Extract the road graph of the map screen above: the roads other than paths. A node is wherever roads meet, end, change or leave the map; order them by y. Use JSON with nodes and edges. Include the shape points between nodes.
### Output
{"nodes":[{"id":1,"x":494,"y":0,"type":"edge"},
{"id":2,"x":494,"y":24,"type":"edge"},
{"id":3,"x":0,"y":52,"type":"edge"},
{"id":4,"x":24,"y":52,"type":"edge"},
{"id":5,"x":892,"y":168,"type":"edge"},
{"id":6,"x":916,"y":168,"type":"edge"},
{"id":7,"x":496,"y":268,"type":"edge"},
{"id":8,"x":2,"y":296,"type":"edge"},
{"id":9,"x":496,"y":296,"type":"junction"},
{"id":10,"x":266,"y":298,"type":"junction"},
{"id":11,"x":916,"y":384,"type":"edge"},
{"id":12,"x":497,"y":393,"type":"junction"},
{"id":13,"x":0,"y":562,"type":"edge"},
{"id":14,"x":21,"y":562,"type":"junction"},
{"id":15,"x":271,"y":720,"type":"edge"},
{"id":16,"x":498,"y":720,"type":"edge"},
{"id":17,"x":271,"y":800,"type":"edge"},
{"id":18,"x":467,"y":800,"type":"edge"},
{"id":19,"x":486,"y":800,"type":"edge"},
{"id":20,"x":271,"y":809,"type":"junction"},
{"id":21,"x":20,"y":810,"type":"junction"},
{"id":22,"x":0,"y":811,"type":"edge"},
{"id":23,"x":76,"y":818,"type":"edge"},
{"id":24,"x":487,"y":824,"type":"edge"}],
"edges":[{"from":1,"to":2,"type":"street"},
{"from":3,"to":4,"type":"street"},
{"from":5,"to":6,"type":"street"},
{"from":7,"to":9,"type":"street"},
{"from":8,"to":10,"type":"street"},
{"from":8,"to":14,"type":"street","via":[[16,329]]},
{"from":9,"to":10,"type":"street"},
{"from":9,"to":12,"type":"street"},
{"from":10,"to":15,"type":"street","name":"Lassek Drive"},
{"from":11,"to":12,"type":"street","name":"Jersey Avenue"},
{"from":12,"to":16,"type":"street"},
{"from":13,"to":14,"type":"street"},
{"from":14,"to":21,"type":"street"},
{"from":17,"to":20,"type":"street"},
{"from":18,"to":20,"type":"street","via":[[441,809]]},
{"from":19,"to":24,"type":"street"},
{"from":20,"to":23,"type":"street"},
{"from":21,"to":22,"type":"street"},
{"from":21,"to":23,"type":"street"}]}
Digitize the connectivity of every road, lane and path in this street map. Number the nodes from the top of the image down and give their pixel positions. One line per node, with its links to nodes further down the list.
———
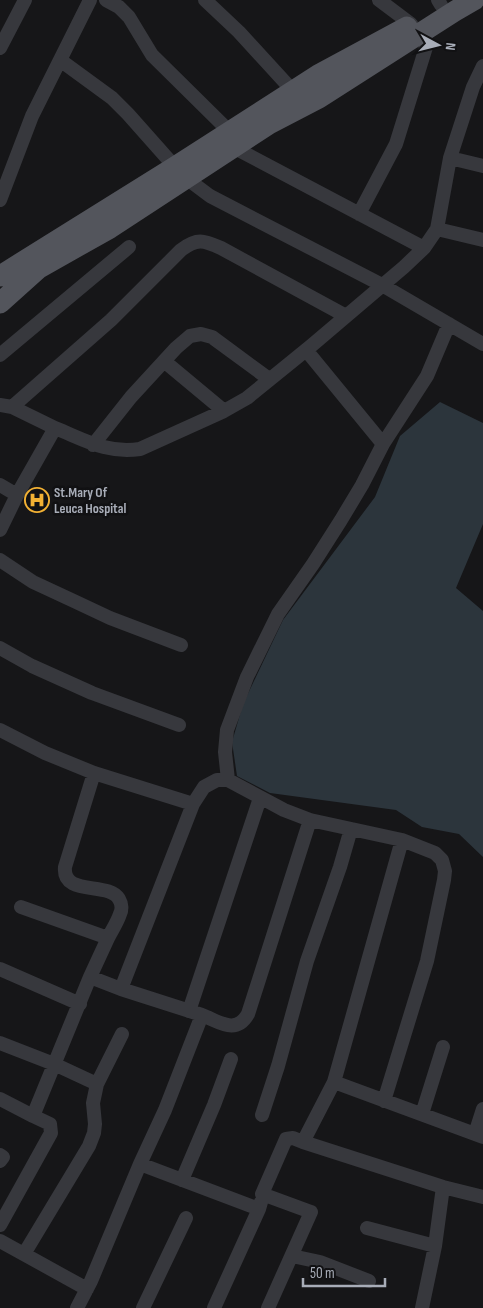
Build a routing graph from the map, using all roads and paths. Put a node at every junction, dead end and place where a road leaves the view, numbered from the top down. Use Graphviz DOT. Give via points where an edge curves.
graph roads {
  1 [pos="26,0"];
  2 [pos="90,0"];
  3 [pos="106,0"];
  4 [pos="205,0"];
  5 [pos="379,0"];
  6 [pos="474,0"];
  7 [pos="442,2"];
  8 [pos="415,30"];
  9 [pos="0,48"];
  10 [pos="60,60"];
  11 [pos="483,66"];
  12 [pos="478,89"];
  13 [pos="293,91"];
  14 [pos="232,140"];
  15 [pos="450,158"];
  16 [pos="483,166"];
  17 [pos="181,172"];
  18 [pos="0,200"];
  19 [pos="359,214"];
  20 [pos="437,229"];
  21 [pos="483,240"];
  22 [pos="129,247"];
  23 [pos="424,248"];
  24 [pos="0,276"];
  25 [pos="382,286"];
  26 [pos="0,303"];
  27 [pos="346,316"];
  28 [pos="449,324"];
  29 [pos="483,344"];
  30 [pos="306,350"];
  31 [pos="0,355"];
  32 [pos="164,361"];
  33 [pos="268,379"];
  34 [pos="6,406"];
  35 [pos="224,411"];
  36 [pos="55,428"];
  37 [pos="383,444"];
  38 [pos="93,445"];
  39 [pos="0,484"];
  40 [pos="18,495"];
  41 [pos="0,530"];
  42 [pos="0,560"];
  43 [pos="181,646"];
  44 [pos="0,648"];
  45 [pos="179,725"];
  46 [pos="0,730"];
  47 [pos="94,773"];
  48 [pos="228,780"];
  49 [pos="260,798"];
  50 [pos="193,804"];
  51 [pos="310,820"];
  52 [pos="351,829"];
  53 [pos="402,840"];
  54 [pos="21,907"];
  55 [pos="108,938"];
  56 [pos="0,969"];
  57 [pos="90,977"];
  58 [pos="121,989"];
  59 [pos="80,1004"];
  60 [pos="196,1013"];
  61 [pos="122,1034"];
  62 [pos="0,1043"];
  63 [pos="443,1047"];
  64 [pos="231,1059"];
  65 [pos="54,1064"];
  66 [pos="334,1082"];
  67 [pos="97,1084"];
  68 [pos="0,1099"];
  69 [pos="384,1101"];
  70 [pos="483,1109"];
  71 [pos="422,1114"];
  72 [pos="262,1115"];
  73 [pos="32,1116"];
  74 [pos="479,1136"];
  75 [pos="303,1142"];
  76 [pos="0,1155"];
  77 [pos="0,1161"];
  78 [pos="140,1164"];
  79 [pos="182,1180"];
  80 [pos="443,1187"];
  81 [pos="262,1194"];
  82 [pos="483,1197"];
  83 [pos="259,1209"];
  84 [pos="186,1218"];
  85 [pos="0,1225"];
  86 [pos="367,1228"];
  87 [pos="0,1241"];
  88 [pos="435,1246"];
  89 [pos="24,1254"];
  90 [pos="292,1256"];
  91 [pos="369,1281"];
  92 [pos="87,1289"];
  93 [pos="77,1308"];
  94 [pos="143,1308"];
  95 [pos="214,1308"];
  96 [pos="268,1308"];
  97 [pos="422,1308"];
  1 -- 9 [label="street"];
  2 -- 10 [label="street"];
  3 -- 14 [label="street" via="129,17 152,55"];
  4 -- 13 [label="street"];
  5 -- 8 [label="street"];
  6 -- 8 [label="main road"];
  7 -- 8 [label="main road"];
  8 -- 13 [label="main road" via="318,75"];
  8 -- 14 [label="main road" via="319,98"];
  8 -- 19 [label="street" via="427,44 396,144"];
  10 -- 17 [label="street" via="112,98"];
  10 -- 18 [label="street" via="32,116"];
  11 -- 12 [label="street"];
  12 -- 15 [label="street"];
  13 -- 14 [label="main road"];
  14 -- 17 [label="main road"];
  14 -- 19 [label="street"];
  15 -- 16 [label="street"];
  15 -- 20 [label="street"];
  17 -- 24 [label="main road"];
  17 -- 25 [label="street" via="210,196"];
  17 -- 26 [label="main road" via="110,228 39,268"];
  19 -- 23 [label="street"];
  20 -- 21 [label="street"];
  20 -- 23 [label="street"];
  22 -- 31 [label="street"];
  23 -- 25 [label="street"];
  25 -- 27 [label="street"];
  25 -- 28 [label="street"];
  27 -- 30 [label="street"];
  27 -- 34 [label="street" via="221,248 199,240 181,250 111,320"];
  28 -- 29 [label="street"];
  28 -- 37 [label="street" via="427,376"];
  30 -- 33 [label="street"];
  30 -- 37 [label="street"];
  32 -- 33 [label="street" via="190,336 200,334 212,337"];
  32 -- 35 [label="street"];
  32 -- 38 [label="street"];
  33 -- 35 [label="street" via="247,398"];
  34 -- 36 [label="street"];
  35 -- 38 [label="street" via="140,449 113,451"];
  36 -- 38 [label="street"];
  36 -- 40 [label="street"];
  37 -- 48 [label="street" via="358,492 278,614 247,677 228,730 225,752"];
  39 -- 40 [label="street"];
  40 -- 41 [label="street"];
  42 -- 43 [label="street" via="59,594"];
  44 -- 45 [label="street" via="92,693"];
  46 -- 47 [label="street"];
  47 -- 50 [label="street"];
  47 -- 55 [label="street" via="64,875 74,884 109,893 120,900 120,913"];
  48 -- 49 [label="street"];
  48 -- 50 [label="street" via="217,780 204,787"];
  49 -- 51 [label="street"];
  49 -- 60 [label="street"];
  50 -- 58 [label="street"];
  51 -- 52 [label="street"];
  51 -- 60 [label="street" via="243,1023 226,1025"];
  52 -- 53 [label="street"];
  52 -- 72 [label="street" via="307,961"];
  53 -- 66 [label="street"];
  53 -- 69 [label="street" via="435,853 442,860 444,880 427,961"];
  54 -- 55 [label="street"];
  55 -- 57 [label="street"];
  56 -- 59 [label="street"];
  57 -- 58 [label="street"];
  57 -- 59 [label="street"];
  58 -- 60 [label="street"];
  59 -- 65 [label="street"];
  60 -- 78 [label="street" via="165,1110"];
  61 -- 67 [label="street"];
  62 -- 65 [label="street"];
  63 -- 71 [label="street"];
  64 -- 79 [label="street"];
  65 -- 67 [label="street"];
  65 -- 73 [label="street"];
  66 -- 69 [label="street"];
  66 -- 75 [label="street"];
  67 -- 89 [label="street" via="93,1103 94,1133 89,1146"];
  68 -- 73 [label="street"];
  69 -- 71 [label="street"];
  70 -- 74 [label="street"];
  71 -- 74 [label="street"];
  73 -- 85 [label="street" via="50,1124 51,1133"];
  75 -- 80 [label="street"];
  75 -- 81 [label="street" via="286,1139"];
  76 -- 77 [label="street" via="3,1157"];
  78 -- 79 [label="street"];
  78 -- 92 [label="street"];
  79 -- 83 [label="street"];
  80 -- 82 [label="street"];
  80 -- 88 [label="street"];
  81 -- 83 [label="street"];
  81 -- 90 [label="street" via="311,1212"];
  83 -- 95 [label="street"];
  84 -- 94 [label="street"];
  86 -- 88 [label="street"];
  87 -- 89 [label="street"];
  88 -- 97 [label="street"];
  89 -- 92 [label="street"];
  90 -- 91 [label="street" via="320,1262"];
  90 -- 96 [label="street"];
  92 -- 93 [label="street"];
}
———
• **Exercise**
Give a tally of the lines in the listing above that contain the word "with", and provide nothing beyond the number.

• **Solved problem**
2